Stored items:
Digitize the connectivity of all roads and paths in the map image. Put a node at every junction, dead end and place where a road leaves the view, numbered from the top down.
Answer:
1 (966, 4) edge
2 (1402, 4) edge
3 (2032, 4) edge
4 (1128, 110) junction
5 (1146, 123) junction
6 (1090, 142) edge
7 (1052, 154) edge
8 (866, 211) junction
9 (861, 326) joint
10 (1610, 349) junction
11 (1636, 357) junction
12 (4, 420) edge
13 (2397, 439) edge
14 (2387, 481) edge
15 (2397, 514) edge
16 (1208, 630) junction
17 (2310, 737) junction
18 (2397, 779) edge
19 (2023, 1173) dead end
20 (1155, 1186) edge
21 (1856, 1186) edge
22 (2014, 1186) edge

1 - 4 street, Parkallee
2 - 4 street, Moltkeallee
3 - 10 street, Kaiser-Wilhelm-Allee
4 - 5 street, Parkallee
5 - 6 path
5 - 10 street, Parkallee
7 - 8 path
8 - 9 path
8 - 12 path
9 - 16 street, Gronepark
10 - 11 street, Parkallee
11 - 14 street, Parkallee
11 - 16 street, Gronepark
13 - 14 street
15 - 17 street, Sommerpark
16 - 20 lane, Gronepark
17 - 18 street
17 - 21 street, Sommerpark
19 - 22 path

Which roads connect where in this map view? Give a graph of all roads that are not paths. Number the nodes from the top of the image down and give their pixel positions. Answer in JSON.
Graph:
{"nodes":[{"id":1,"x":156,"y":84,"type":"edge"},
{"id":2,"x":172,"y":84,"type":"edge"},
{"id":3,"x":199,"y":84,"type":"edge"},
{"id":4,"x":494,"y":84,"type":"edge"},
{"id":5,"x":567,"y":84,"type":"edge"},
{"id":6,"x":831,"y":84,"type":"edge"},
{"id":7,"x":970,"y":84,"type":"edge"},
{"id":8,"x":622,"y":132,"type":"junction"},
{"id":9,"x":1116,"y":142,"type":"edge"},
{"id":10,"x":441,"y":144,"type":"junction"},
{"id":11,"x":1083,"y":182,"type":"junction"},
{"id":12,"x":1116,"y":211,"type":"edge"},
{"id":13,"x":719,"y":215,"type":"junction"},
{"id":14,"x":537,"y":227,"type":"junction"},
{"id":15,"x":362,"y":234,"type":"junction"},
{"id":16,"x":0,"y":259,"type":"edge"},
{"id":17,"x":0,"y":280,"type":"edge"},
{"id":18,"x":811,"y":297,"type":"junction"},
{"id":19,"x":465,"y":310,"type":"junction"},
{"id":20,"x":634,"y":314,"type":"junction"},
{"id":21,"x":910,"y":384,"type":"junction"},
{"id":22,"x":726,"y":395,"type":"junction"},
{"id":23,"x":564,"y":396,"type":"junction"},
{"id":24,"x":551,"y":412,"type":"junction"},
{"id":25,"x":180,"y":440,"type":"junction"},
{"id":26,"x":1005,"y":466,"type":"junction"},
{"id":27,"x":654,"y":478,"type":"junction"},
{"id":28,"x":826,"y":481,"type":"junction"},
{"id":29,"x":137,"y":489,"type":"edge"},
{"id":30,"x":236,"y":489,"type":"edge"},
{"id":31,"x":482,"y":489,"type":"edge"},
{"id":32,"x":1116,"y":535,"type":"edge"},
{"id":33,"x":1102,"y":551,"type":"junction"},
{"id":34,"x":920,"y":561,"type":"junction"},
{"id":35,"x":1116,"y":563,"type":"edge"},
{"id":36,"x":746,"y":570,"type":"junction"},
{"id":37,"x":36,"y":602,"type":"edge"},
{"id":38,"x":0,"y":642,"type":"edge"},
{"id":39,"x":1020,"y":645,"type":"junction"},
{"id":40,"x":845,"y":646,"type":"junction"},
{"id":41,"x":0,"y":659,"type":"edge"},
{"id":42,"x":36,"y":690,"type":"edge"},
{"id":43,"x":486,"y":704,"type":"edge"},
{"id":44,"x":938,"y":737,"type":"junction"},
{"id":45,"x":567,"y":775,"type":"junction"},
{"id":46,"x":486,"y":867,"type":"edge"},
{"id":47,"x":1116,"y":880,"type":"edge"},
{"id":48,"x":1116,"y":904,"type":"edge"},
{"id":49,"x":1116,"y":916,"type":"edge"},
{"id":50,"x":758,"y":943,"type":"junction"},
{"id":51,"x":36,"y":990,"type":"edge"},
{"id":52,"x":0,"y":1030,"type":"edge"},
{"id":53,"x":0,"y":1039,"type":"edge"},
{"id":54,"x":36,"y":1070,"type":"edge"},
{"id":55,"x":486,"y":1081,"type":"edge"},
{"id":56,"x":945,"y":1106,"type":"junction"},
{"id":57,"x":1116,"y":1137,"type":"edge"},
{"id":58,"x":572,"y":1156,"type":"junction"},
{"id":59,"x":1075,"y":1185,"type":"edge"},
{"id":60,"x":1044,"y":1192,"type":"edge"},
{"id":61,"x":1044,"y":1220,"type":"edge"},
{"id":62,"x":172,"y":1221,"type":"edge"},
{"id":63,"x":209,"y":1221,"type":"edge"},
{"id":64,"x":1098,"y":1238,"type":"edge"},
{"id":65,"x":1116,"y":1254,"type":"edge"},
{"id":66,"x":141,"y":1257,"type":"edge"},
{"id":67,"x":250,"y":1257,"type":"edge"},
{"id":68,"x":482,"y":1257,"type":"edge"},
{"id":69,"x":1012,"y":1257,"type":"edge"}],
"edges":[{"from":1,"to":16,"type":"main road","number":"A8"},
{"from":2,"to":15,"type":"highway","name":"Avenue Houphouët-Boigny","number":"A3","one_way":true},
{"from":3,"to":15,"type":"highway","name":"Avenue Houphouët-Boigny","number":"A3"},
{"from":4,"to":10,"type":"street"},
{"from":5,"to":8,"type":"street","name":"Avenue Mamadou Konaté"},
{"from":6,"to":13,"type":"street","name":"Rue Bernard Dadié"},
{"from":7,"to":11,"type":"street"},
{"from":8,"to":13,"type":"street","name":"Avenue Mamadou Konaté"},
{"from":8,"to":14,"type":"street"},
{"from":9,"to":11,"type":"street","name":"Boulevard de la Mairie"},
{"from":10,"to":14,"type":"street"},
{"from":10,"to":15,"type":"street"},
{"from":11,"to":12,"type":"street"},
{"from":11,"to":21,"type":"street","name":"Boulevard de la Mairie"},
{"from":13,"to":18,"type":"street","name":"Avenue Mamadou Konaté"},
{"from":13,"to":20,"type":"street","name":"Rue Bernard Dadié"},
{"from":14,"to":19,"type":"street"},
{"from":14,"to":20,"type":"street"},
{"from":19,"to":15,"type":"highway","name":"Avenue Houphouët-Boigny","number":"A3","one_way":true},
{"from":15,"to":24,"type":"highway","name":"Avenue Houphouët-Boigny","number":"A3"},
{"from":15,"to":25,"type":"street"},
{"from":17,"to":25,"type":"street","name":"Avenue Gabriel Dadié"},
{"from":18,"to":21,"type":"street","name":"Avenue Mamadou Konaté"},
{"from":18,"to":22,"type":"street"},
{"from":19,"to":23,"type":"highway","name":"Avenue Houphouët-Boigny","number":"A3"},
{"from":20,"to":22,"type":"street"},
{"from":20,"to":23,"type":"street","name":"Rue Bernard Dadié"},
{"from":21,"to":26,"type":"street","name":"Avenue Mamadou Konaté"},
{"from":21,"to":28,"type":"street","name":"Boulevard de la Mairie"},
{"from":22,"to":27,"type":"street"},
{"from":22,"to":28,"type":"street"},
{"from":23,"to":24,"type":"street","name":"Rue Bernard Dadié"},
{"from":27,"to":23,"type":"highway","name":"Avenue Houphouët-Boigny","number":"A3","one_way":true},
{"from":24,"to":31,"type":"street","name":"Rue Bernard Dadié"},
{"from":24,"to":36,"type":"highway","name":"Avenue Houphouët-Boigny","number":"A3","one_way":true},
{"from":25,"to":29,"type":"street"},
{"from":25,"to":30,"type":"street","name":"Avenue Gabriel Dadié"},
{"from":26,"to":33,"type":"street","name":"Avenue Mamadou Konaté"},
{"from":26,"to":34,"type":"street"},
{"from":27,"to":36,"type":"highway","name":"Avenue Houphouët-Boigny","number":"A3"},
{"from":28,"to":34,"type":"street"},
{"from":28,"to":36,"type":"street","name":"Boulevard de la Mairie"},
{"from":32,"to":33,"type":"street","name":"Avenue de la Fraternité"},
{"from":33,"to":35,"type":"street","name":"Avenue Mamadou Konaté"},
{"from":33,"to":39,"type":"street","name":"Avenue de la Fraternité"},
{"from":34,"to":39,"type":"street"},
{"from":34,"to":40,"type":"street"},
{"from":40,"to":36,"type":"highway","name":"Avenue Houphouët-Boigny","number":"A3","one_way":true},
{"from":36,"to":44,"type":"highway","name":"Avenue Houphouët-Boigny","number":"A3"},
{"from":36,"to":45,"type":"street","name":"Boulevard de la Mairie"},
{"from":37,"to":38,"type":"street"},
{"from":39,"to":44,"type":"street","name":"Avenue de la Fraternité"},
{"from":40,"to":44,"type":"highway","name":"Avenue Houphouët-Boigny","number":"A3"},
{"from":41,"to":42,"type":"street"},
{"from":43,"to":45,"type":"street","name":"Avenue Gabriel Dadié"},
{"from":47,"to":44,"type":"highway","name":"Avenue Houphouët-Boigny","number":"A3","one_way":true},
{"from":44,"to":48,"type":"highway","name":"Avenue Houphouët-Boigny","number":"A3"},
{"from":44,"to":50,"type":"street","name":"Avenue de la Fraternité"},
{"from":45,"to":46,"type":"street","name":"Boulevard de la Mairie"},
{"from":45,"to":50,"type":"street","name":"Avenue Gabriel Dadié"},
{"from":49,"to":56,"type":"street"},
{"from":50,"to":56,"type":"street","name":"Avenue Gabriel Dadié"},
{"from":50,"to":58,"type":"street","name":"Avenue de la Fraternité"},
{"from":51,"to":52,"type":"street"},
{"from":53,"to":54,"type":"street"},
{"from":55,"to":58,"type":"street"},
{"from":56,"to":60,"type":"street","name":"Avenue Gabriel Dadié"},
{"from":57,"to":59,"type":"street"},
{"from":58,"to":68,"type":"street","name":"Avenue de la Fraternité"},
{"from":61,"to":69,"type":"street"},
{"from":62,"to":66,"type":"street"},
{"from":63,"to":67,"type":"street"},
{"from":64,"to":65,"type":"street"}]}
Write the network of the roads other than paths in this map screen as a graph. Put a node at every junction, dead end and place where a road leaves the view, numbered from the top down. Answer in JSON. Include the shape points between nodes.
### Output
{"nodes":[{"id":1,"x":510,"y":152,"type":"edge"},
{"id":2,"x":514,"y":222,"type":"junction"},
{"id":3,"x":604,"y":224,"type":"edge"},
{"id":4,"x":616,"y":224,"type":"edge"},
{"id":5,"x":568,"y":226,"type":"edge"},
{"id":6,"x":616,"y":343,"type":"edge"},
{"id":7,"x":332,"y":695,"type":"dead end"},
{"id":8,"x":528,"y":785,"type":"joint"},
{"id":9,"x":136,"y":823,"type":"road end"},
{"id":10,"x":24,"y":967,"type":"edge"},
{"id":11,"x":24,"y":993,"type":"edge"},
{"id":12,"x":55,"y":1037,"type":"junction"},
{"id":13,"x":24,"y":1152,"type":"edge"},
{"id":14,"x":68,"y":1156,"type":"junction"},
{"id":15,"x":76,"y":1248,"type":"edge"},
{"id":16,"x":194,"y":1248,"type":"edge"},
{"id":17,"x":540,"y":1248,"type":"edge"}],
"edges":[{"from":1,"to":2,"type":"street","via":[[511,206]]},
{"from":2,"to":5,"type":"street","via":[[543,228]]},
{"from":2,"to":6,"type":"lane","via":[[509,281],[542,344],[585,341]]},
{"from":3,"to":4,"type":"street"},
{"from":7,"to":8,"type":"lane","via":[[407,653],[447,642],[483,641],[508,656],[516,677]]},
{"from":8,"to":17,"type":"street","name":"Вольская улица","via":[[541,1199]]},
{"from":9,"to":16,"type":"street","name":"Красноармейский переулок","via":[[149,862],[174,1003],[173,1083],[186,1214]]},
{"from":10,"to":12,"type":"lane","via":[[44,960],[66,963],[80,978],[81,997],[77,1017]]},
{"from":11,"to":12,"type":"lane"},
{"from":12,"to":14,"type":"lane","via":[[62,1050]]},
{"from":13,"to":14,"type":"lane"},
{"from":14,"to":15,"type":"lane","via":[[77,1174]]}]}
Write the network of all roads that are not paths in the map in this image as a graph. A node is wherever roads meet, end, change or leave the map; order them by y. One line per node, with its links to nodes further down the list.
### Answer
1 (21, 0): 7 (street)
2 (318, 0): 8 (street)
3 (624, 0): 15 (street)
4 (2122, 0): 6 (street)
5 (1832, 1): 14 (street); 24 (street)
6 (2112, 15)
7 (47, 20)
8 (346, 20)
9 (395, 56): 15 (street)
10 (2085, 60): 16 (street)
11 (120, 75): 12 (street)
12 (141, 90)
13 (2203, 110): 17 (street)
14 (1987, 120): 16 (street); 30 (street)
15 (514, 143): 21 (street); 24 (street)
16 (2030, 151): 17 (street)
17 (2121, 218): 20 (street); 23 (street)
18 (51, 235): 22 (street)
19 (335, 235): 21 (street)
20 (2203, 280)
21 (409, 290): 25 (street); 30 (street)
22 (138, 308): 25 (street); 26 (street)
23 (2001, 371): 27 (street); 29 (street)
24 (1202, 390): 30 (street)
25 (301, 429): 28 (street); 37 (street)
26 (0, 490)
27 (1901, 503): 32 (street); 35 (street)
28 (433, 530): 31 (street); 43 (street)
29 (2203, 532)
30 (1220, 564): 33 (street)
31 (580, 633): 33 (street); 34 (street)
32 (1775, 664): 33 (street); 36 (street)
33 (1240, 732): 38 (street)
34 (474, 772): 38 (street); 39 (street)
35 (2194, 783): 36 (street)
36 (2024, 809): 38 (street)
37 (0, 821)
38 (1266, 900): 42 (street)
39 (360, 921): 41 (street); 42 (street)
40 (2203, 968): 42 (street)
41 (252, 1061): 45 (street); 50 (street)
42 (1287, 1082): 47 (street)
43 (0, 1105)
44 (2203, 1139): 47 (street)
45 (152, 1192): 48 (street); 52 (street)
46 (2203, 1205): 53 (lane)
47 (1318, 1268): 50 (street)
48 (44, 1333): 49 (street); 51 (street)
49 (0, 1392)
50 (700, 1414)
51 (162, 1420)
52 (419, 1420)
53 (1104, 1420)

**What you have to do**
Report how many lines in these entries contain "every". Answer with the number only.

**Solved exercise**
2